The Brooklyn Daily Eagle
"In this explosive story, Moses carefully strips away the mythology that has always enveloped the Italian Squad and offers instead a nuanced portrait of brave but flawed men who fought the good fight for their people and their city."
Helene Stapinski
"Moses shows how the Italian Squad was one of the first examples of community policing. With a reporter’s eye for detail and a writer’s feel for the sweep of history, Moses brings to life not only Petrosino, martyred during an investigation in Italy, but those many men and women who continued his fight for law and order for nearly two decades."
PopMatters
"The Italian Squad is a true-crime story expertly told and, though set in a bygone century, relevant to today’s concerns about immigration, prejudice, and policing."
Matt Birkbeck
"In this impeccably researched book, Paul Moses does a masterful job bringing to life the brave men on the front lines of what was a new era in law enforcement. The Italian Squad is a must read for any student of history and organized crime."
New York Daily News - Jacqueline Cutler
"A story of ethnic stereotypes, immigration battles, and police brutality."
Kirkus Reviews
2023-04-11
History of a little-known unit within the New York Police Department made up of Italians who battled organized crime.

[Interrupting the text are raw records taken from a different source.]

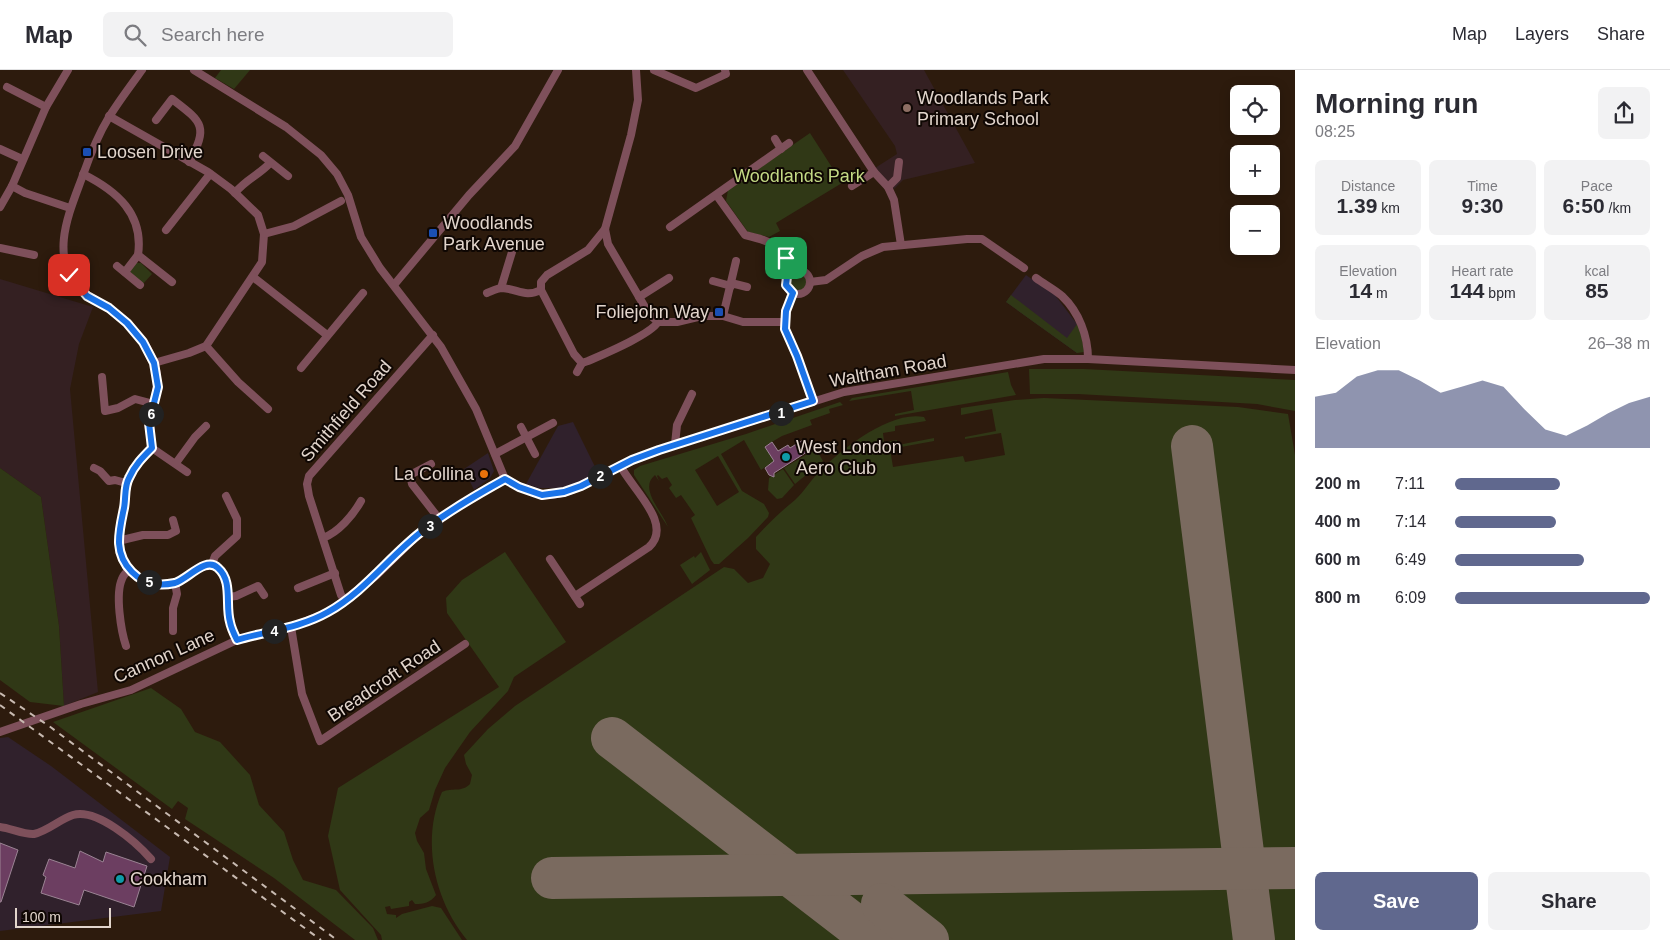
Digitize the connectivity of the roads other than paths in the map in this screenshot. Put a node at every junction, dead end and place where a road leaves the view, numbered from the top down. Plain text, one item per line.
1 (68, 70) edge
2 (142, 70) edge
3 (194, 70) edge
4 (558, 70) edge
5 (638, 70) edge
6 (654, 70) edge
7 (725, 70) edge
8 (807, 70) edge
9 (7, 87) dead end
10 (46, 107) junction
11 (109, 116) junction
12 (156, 120) dead end
13 (774, 138) dead end
14 (789, 142) dead end
15 (781, 148) junction
16 (0, 149) edge
17 (262, 156) dead end
18 (22, 159) junction
19 (189, 162) junction
20 (899, 162) dead end
21 (270, 163) junction
22 (874, 172) junction
23 (83, 174) junction
24 (210, 174) junction
25 (288, 176) dead end
26 (12, 186) junction
27 (852, 186) dead end
28 (888, 187) junction
29 (235, 193) junction
30 (717, 196) junction
31 (341, 201) dead end
32 (0, 207) edge
33 (70, 208) junction
34 (673, 214) dead end
35 (678, 222) junction
36 (670, 227) dead end
37 (605, 229) junction
38 (166, 230) dead end
39 (264, 234) junction
40 (595, 243) junction
41 (608, 244) junction
42 (901, 245) junction
43 (0, 248) edge
44 (512, 252) dead end
45 (138, 255) junction
46 (34, 256) dead end
47 (736, 261) dead end
48 (117, 266) dead end
49 (1024, 268) dead end
50 (125, 272) junction
51 (792, 272) junction
52 (253, 276) junction
53 (668, 278) dead end
54 (1036, 278) dead end
55 (713, 281) dead end
56 (172, 282) dead end
57 (810, 282) junction
58 (731, 284) junction
59 (140, 285) dead end
60 (394, 285) junction
61 (747, 287) dead end
62 (501, 288) junction
63 (541, 290) junction
64 (363, 293) dead end
65 (487, 293) dead end
66 (793, 293) junction
67 (639, 297) junction
68 (723, 316) junction
69 (658, 322) junction
70 (785, 322) junction
71 (327, 335) junction
72 (433, 335) junction
73 (206, 346) junction
74 (1088, 359) junction
75 (154, 363) junction
76 (582, 363) junction
77 (302, 368) dead end
78 (1295, 370) edge
79 (577, 372) dead end
80 (102, 377) dead end
81 (692, 394) dead end
82 (813, 401) junction
83 (154, 404) junction
84 (268, 409) dead end
85 (553, 423) dead end
86 (206, 426) dead end
87 (522, 428) dead end
88 (526, 438) junction
89 (675, 444) junction
90 (152, 448) junction
91 (495, 454) junction
92 (535, 454) dead end
93 (176, 463) junction
94 (431, 464) dead end
95 (620, 465) junction
96 (94, 468) dead end
97 (187, 472) dead end
98 (401, 472) dead end
99 (410, 475) junction
100 (505, 479) junction
101 (126, 483) junction
102 (226, 496) dead end
103 (362, 501) dead end
104 (173, 520) dead end
105 (440, 520) junction
106 (323, 538) junction
107 (118, 541) junction
108 (550, 559) dead end
109 (212, 564) junction
110 (129, 568) junction
111 (335, 573) junction
112 (174, 583) junction
113 (298, 588) dead end
114 (264, 595) dead end
115 (575, 596) junction
116 (227, 598) junction
117 (345, 600) junction
118 (580, 604) dead end
119 (291, 627) junction
120 (173, 631) dead end
121 (237, 640) junction
122 (465, 644) dead end
123 (126, 646) dead end
124 (0, 732) edge
125 (0, 827) edge
126 (151, 859) dead end

1 - 10 street
2 - 11 street
3 - 60 street
4 - 60 street
5 - 37 street
6 - 7 street
8 - 22 street
9 - 10 street
10 - 18 street
11 - 19 street
11 - 23 street
12 - 19 street
13 - 15 street
14 - 15 street
15 - 30 street
16 - 18 street
17 - 21 street
18 - 26 street
19 - 24 street
20 - 28 street
21 - 25 street
21 - 29 street
22 - 27 street
22 - 28 street
23 - 33 street
23 - 45 street
24 - 29 street
24 - 38 street
26 - 32 street
26 - 33 street
28 - 42 street
29 - 39 street
30 - 35 street
30 - 51 street
31 - 39 street
33 - 75 street
34 - 35 street
35 - 36 street
37 - 40 street
37 - 41 street
39 - 52 street
40 - 41 street
40 - 63 street
41 - 67 street
42 - 49 street
42 - 57 street
43 - 46 street
44 - 62 street
45 - 50 street
45 - 56 street
47 - 58 street
48 - 50 street
50 - 59 street
51 - 57 street
51 - 66 street
52 - 71 street
52 - 73 street
53 - 67 street
54 - 74 street
55 - 58 street
57 - 66 street
58 - 61 street
58 - 68 street
60 - 72 street
62 - 63 street
62 - 65 street
63 - 76 street
64 - 71 street
66 - 70 street
67 - 69 street
68 - 69 street
68 - 70 street
69 - 76 street
70 - 82 street
71 - 77 street
72 - 91 street
72 - 106 street, Smithfield Road
73 - 75 street
73 - 84 street
74 - 78 street, Waltham Road
74 - 82 street, Waltham Road
75 - 83 street
76 - 79 street
80 - 83 street
81 - 89 street
82 - 89 street, Waltham Road
83 - 90 street
85 - 88 street
86 - 93 street
87 - 88 street
88 - 91 street
88 - 92 street
89 - 95 street, Waltham Road
90 - 93 street
90 - 101 street
91 - 100 street
93 - 97 street
94 - 99 street
95 - 100 street, Waltham Road
95 - 115 street
96 - 101 street
98 - 99 street
99 - 105 street
100 - 105 street, Cannon Lane
101 - 107 street
102 - 109 street
103 - 106 street
104 - 107 street
105 - 117 street, Cannon Lane
106 - 111 street, Smithfield Road
107 - 110 street
108 - 115 street
109 - 112 street
109 - 116 street
110 - 112 street
110 - 123 street
111 - 113 street
111 - 117 street, Smithfield Road
112 - 120 street
114 - 116 street
115 - 118 street
116 - 121 street
117 - 119 street, Cannon Lane
119 - 121 street, Cannon Lane
119 - 122 street, Breadcroft Road
121 - 124 street, Cannon Lane
125 - 126 street

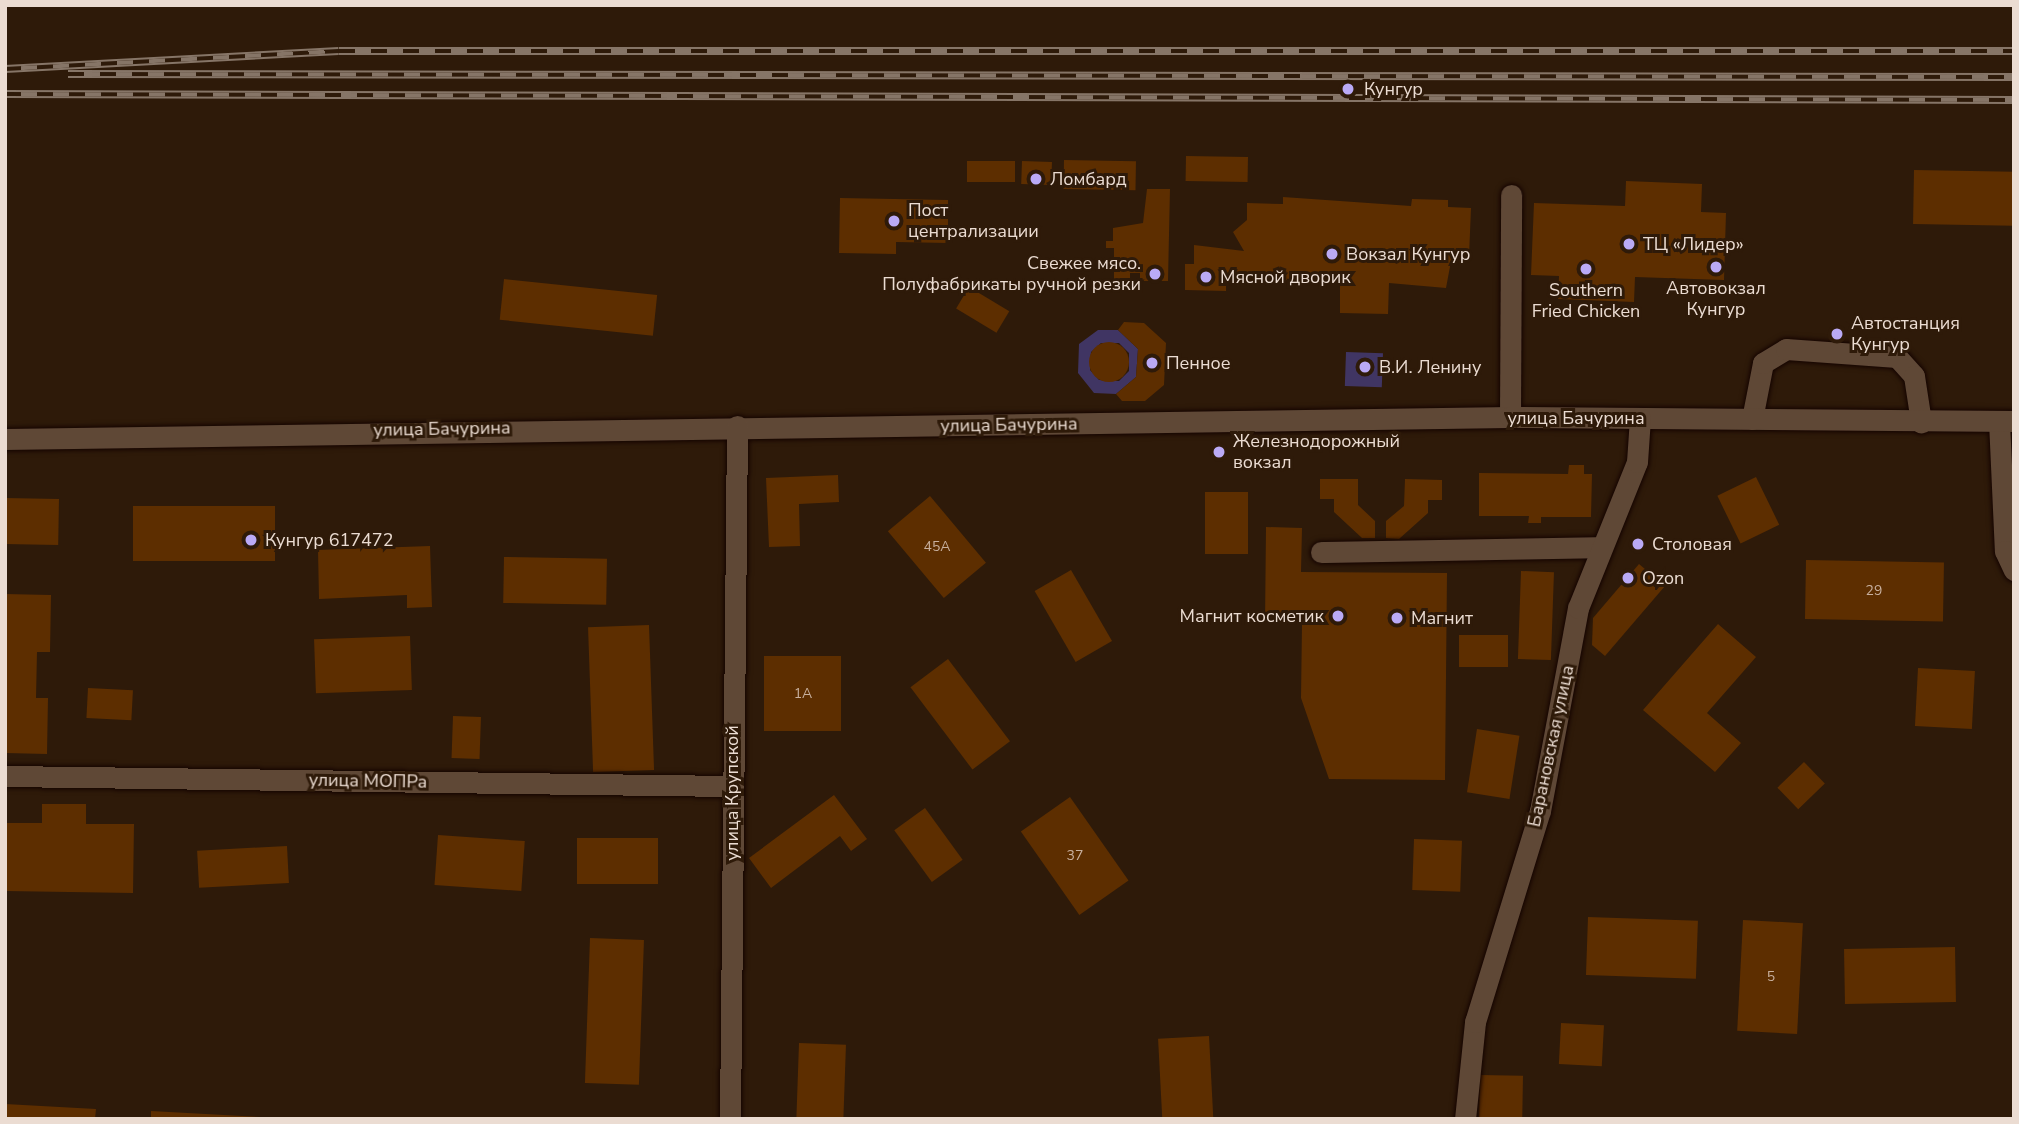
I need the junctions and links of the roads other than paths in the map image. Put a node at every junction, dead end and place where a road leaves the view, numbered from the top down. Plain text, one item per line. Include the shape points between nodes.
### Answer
1 (1511, 195) dead end
2 (1510, 417) junction
3 (1640, 418) junction
4 (1752, 419) junction
5 (2006, 421) edge
6 (1920, 422) junction
7 (737, 426) junction
8 (5, 439) edge
9 (1600, 547) junction
10 (1321, 552) dead end
11 (2014, 570) edge
12 (5, 776) edge
13 (732, 786) junction
14 (730, 1119) edge
15 (1465, 1119) edge

1 - 2 street
2 - 3 street, улица Бачурина
2 - 7 street, улица Бачурина
3 - 4 street, улица Бачурина
3 - 9 street, Барановская улица via 1637,461
4 - 6 street, улица Бачурина
4 - 6 street via 1763,363 1786,349 1897,357 1914,376
5 - 6 street, улица Бачурина
5 - 11 street via 2005,551
7 - 8 street, улица Бачурина
7 - 13 street, улица Крупской
9 - 10 street
9 - 15 street, Барановская улица via 1578,608 1540,811 1475,1022
12 - 13 street, улица МОПРа
13 - 14 street, улица Крупской

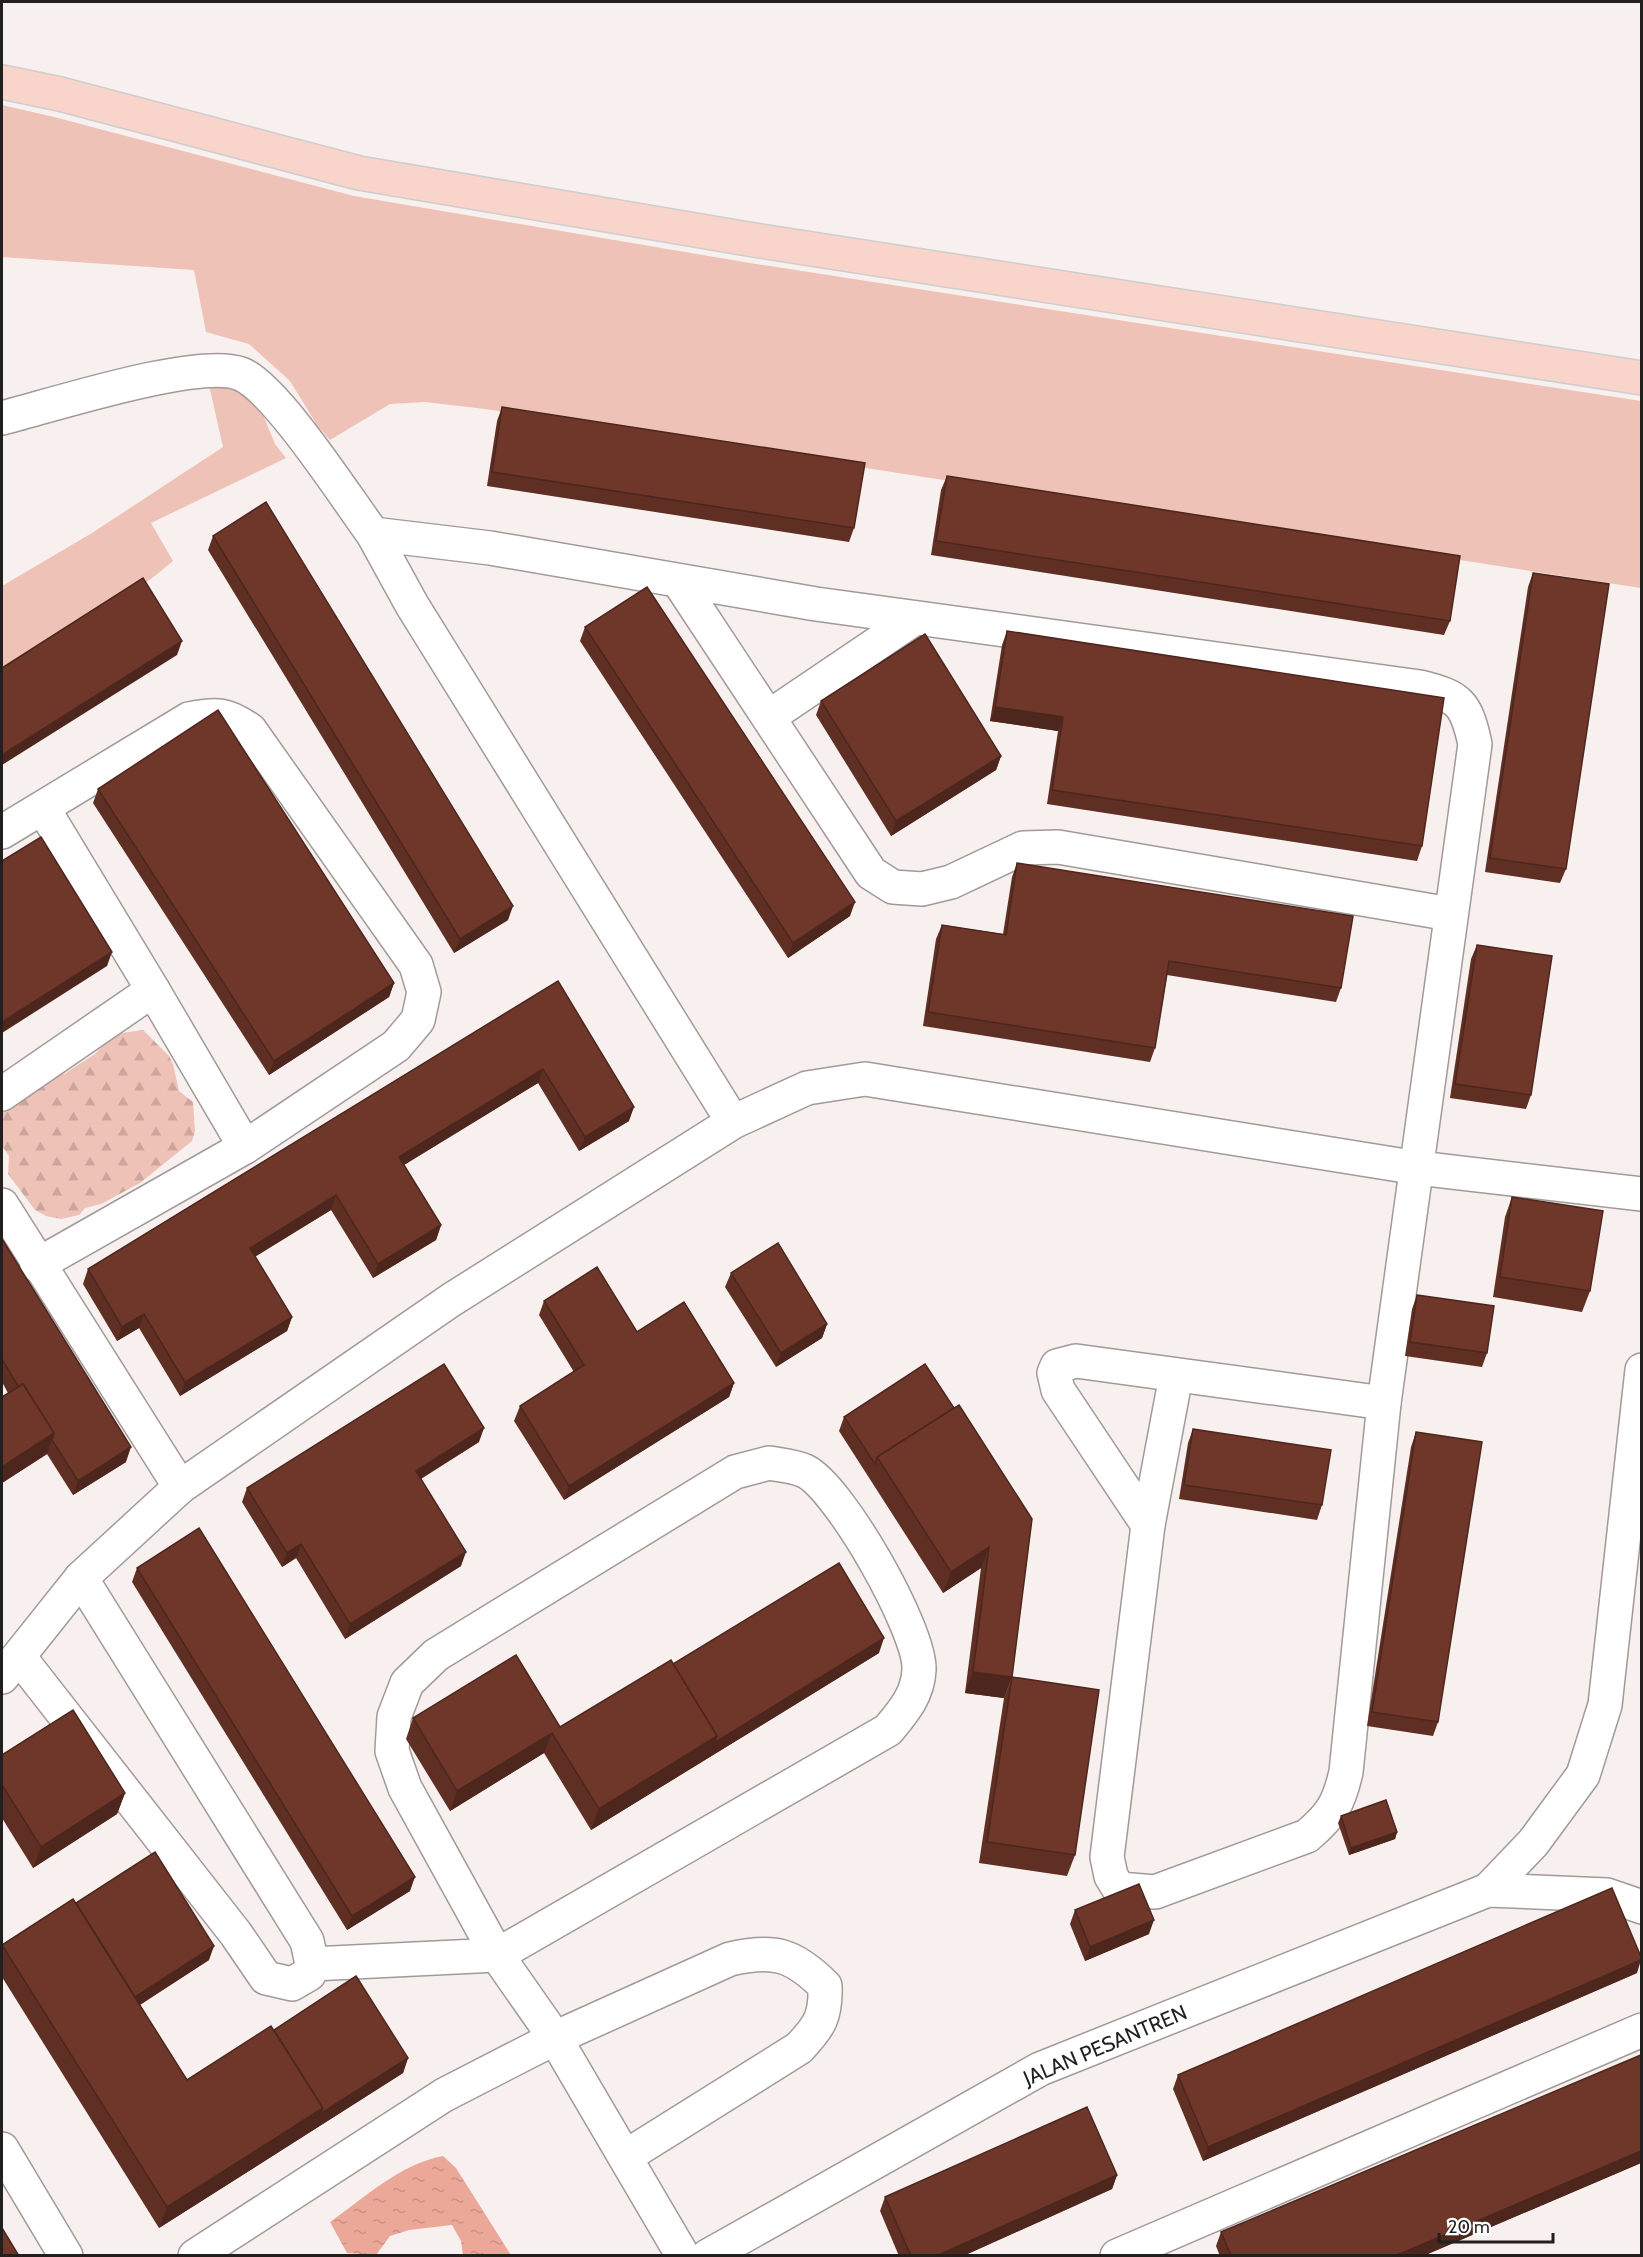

In the early 1900s, many members of the NYPD looked down on Italian immigrants, as journalist Moses documents at several points. However, Joseph Petrosino, the first commander of the Italian squad, analyzed the data and concluded that “97 percent of Italian immigrants were law-abiding and hardworking,” and their presence in criminal statistics was no greater than that of any other ethnic group. Appointed to the post by Theodore Roosevelt, then the commissioner of police for New York, Petrosino went up against the first glimmerings of the Mafia in the city. He was assassinated in Sicily, where he was on the hunt for mobsters, in 1909, succeeded by an Irish department head who expanded the squad and who learned along the way that Petrosino had been killed at the orders of a peripheral criminal the detective had shamed with a public beating. Still, Petrosino was enshrined as “the quintessential police officer and New Yorker.” Michael Fiaschetti, another Italian-born officer, eventually headed the squad, fighting the Black Hand and other criminal organizations while doing plenty of self-promotion, which, all the same, didn’t keep him from being demoted for roughing up a defense attorney. The Italian Squad was, as Moses notes, “mythologized” from the start, but Fiaschetti was a master of “inflating his reputation,” so the facts are not easy to come by. Though the narrative isn’t quite as riveting as a well-rendered crime procedural, the author does a solid job digging through the files to get at them, noting that while the squad ultimately didn’t make much of a dent in controlling organized crime—the Mafia flourished in the 1920s and ’30s—it did serve as “a bridge for an alienated immigrant community” that was all too often reluctant to help the police.
A serviceable, well-researched examination of a little-known corner of the NYPD’s past.